Task objective: Copy out every line in the entries below that includes "from".

Extracted material:

○ ○ ○ ○

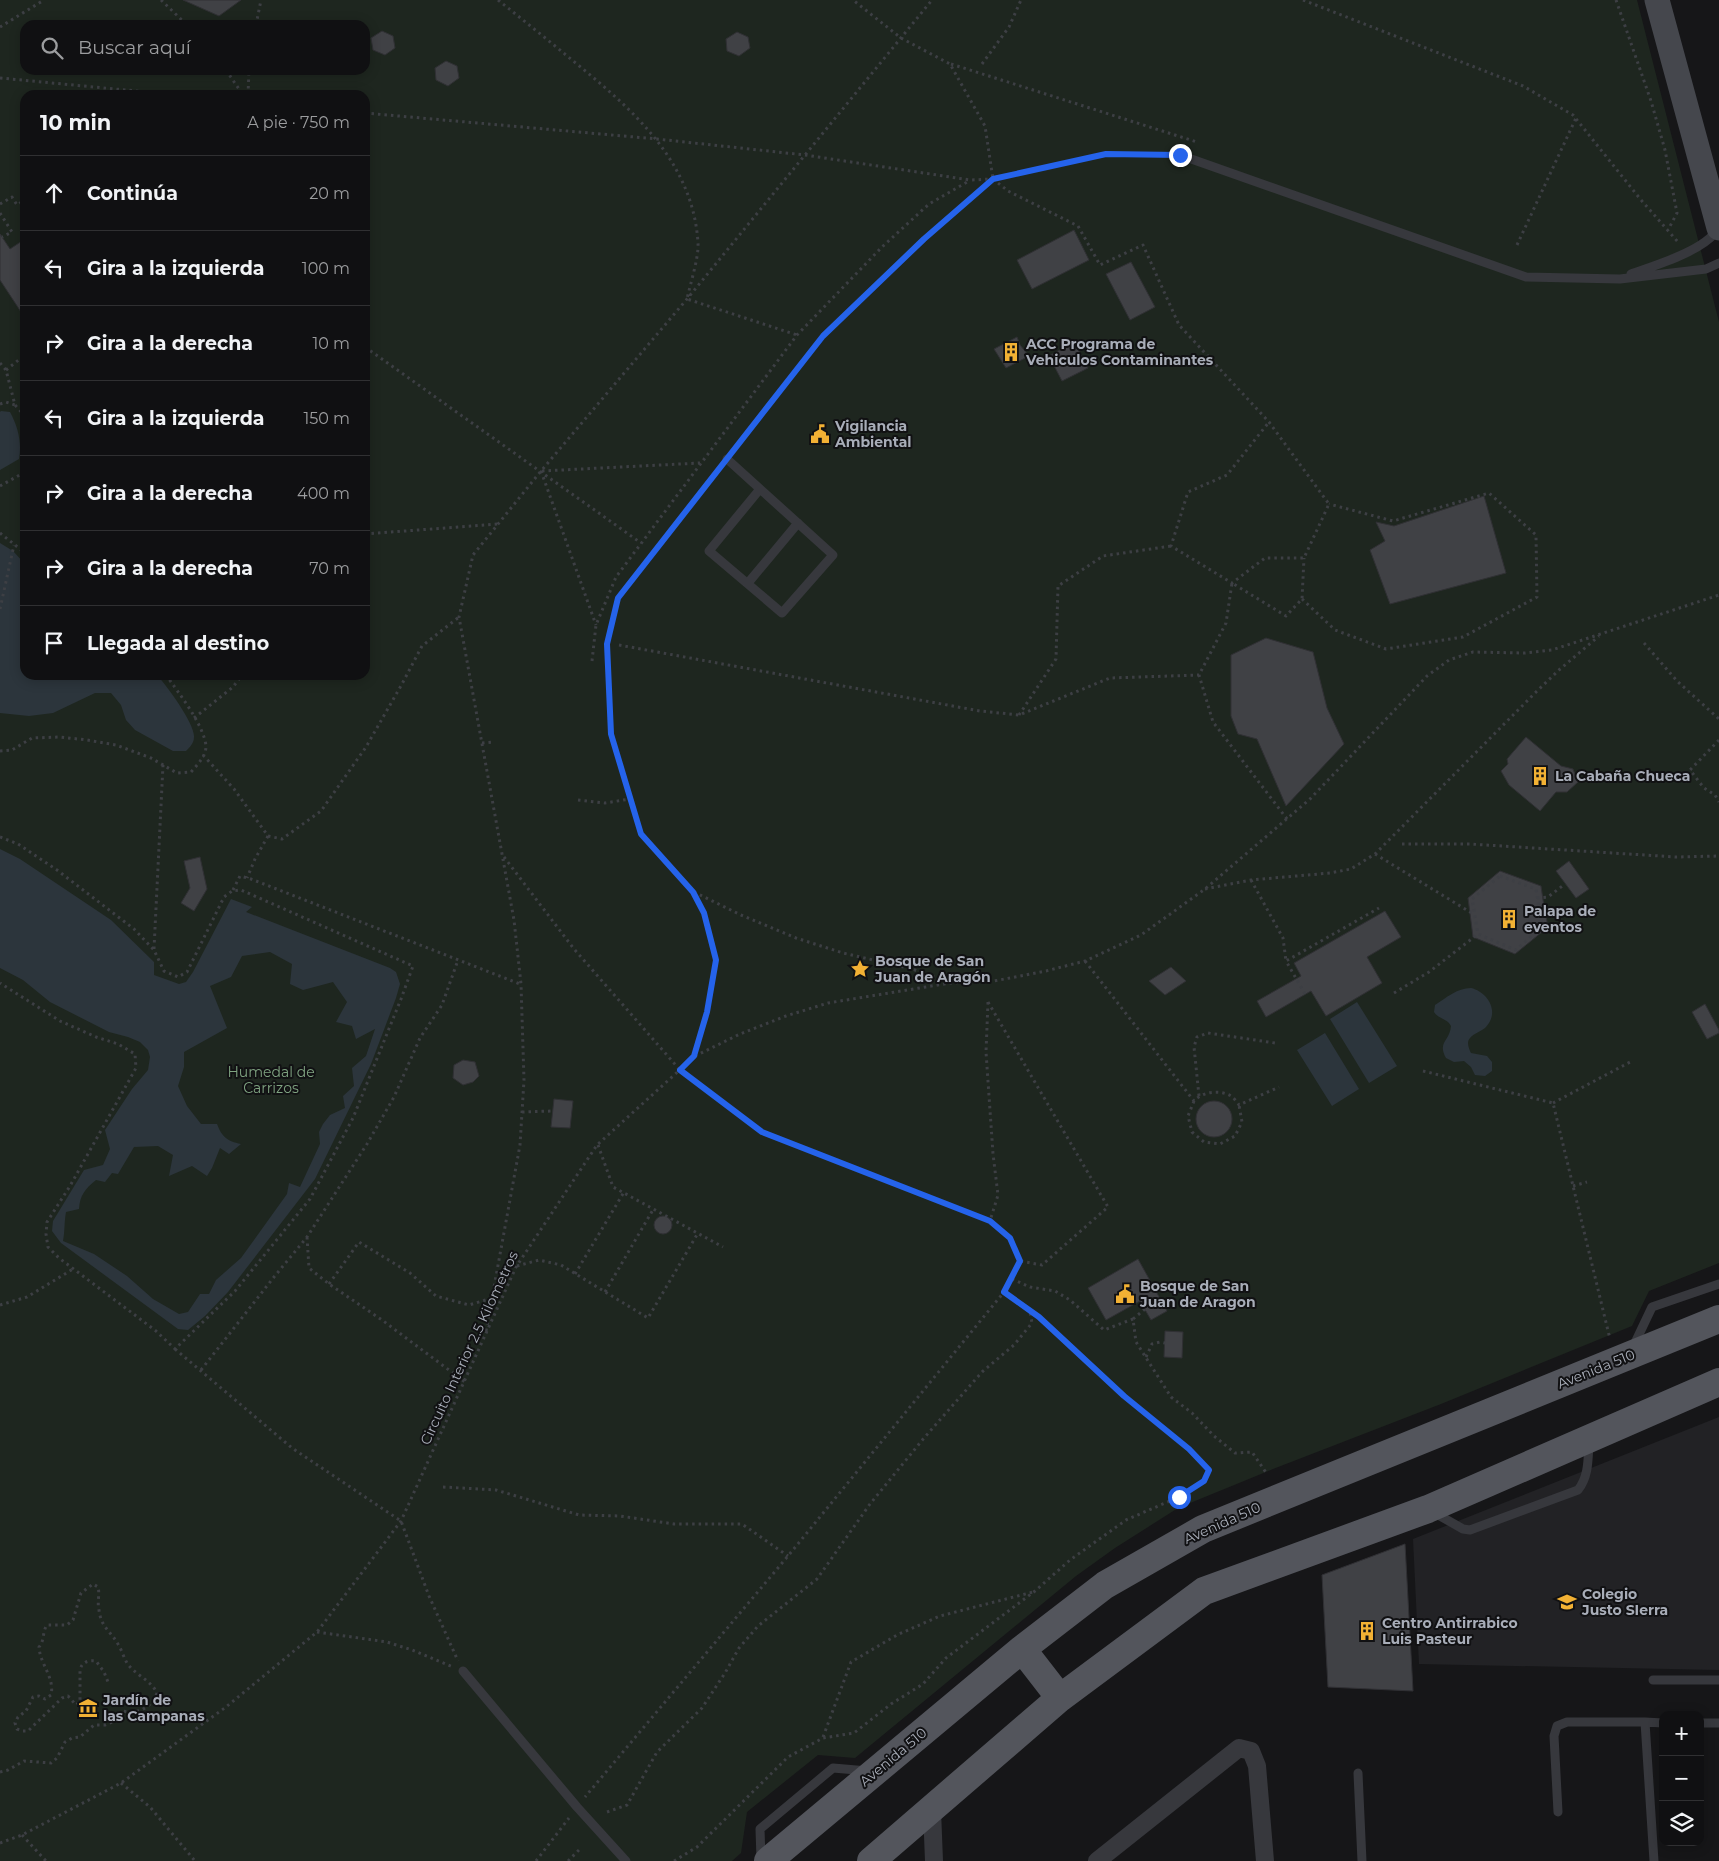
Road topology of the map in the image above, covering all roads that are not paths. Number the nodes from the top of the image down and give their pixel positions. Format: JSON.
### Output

○ ○ ○ ○

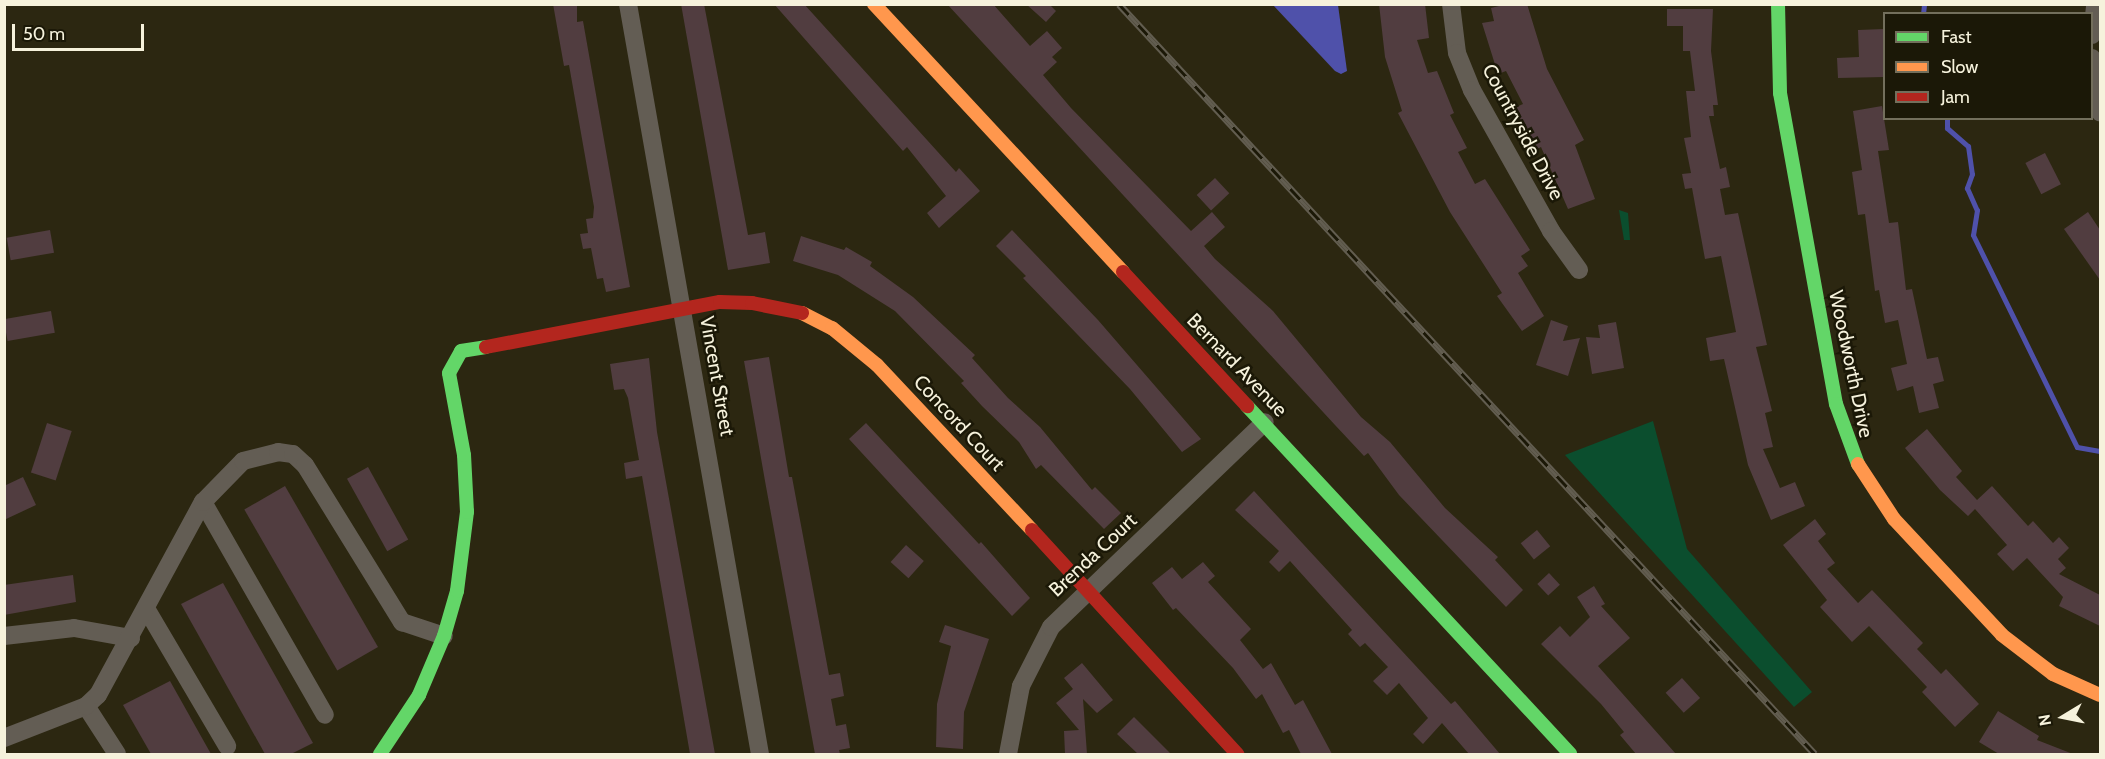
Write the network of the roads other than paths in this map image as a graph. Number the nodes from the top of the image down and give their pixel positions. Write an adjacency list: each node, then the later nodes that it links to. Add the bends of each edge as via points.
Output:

○ ○ ○ ○

Answer to this exercise:
Road topology of the map in the image above, covering all roads that are not paths. Number the nodes from the top of the image down and give their pixel positions. Format: JSON.
Write the network of the roads other than paths in this map image as a graph. Number the nodes from the top of the image down and give their pixel positions. Write an adjacency list: each node, then the later nodes that it links to. Add the bends of each edge as via points.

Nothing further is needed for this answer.